WHAT THE TASK ASKS: Copy every entry word for word, but skip the pictures.
━━━━━━━━━━
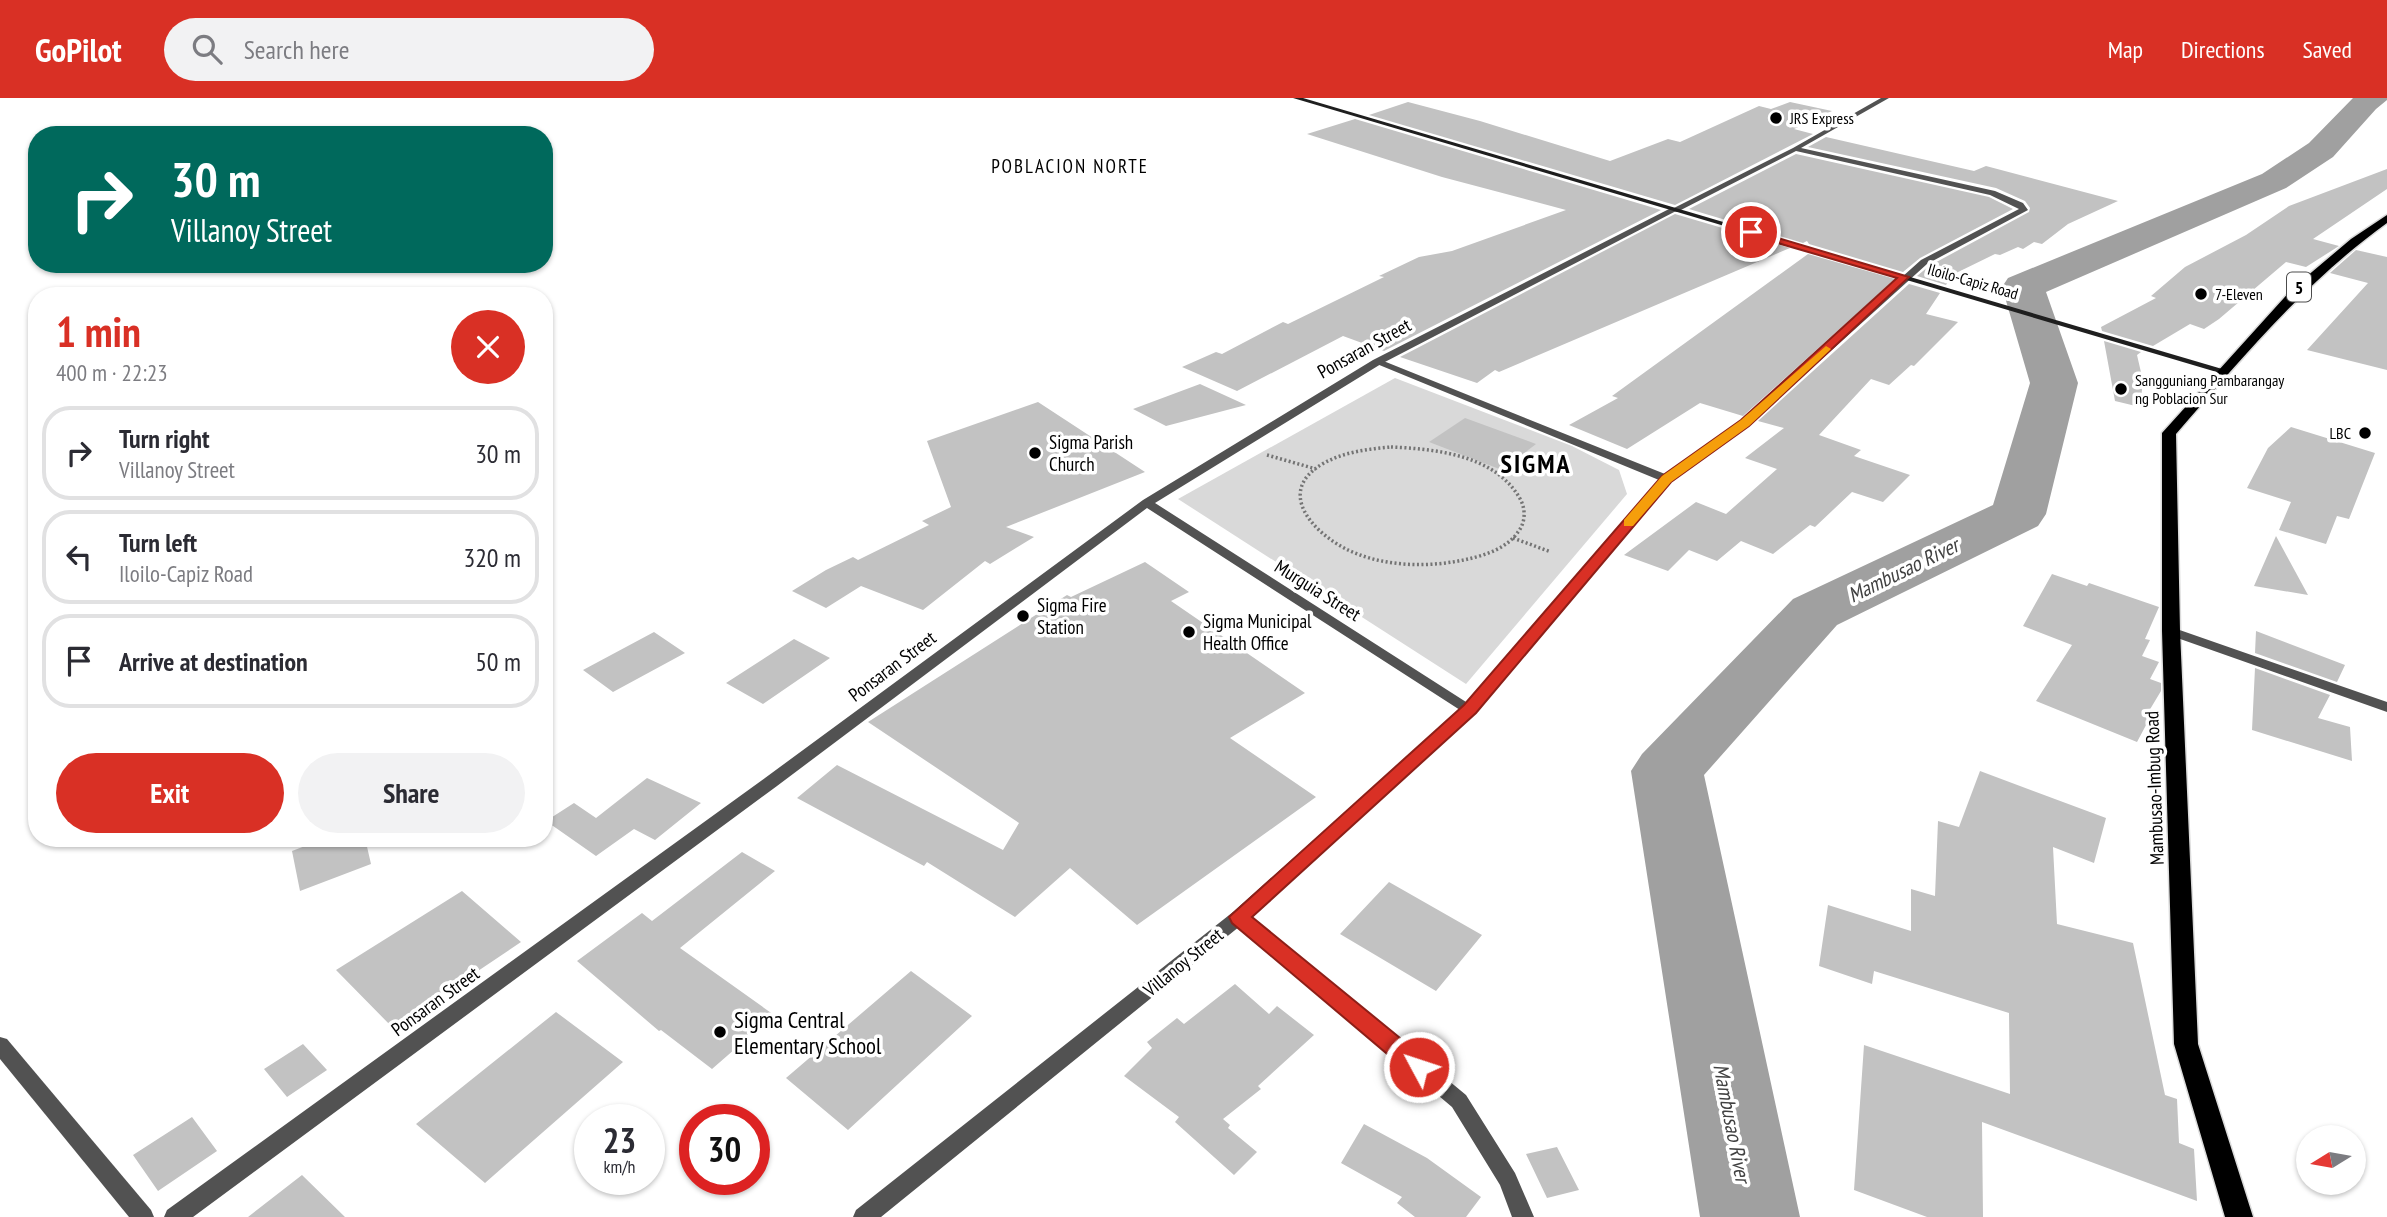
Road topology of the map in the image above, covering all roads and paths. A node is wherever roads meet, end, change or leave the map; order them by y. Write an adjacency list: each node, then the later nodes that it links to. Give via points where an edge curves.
1 (1296, 98): 4 (main road, Iloilo-Capiz Road)
2 (1886, 98): 3 (street, Ponsaran Street)
3 (1795, 149): 4 (street, Ponsaran Street); 6 (street, Villanoy Street, via 1992,193 2024,210)
4 (1674, 210): 6 (main road, Iloilo-Capiz Road); 7 (street, Ponsaran Street)
5 (2387, 218): 8 (main road, 5, via 2288,297)
6 (1904, 277): 8 (main road, Iloilo-Capiz Road); 11 (street, Villanoy Street, via 1745,423)
7 (1377, 362): 9 (street, Ponsaran Street); 11 (street)
8 (2224, 371): 15 (main road, Mambusao-Imbug Road, via 2169,433)
9 (1238, 447): 10 (path); 12 (street, Ponsaran Street)
10 (1316, 469): 13 (path, via 1348,454 1380,448 1459,456 1496,473 1519,495 1525,517); 13 (path, via 1306,479 1300,504 1306,517 1332,541 1352,550 1396,562 1443,564 1485,555)
11 (1666, 479): 17 (street, Villanoy Street)
12 (1147, 503): 17 (street, Murguia Street); 21 (street, Ponsaran Street)
13 (1513, 538): 14 (path)
14 (1551, 552)
15 (2171, 631): 16 (street); 24 (main road, Mambusao-Imbug Road, via 2186,1044)
16 (2387, 707)
17 (1470, 709): 18 (street, Villanoy Street)
18 (1239, 917): 22 (street, Villanoy Street); 23 (street, via 1460,1101 1508,1180)
19 (0, 1045): 20 (street)
20 (143, 1217)
21 (174, 1217)
22 (864, 1217)
23 (1523, 1217)
24 (2239, 1217)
━━━━━━━━━━
RESULT OF THIS TASK:
Road topology of the map in the image above, covering all roads and paths. A node is wherever roads meet, end, change or leave the map; order them by y. Write an adjacency list: each node, then the later nodes that it links to. Give via points where an edge curves.
1 (1296, 98): 4 (main road, Iloilo-Capiz Road)
2 (1886, 98): 3 (street, Ponsaran Street)
3 (1795, 149): 4 (street, Ponsaran Street); 6 (street, Villanoy Street, via 1992,193 2024,210)
4 (1674, 210): 6 (main road, Iloilo-Capiz Road); 7 (street, Ponsaran Street)
5 (2387, 218): 8 (main road, 5, via 2288,297)
6 (1904, 277): 8 (main road, Iloilo-Capiz Road); 11 (street, Villanoy Street, via 1745,423)
7 (1377, 362): 9 (street, Ponsaran Street); 11 (street)
8 (2224, 371): 15 (main road, Mambusao-Imbug Road, via 2169,433)
9 (1238, 447): 10 (path); 12 (street, Ponsaran Street)
10 (1316, 469): 13 (path, via 1348,454 1380,448 1459,456 1496,473 1519,495 1525,517); 13 (path, via 1306,479 1300,504 1306,517 1332,541 1352,550 1396,562 1443,564 1485,555)
11 (1666, 479): 17 (street, Villanoy Street)
12 (1147, 503): 17 (street, Murguia Street); 21 (street, Ponsaran Street)
13 (1513, 538): 14 (path)
14 (1551, 552)
15 (2171, 631): 16 (street); 24 (main road, Mambusao-Imbug Road, via 2186,1044)
16 (2387, 707)
17 (1470, 709): 18 (street, Villanoy Street)
18 (1239, 917): 22 (street, Villanoy Street); 23 (street, via 1460,1101 1508,1180)
19 (0, 1045): 20 (street)
20 (143, 1217)
21 (174, 1217)
22 (864, 1217)
23 (1523, 1217)
24 (2239, 1217)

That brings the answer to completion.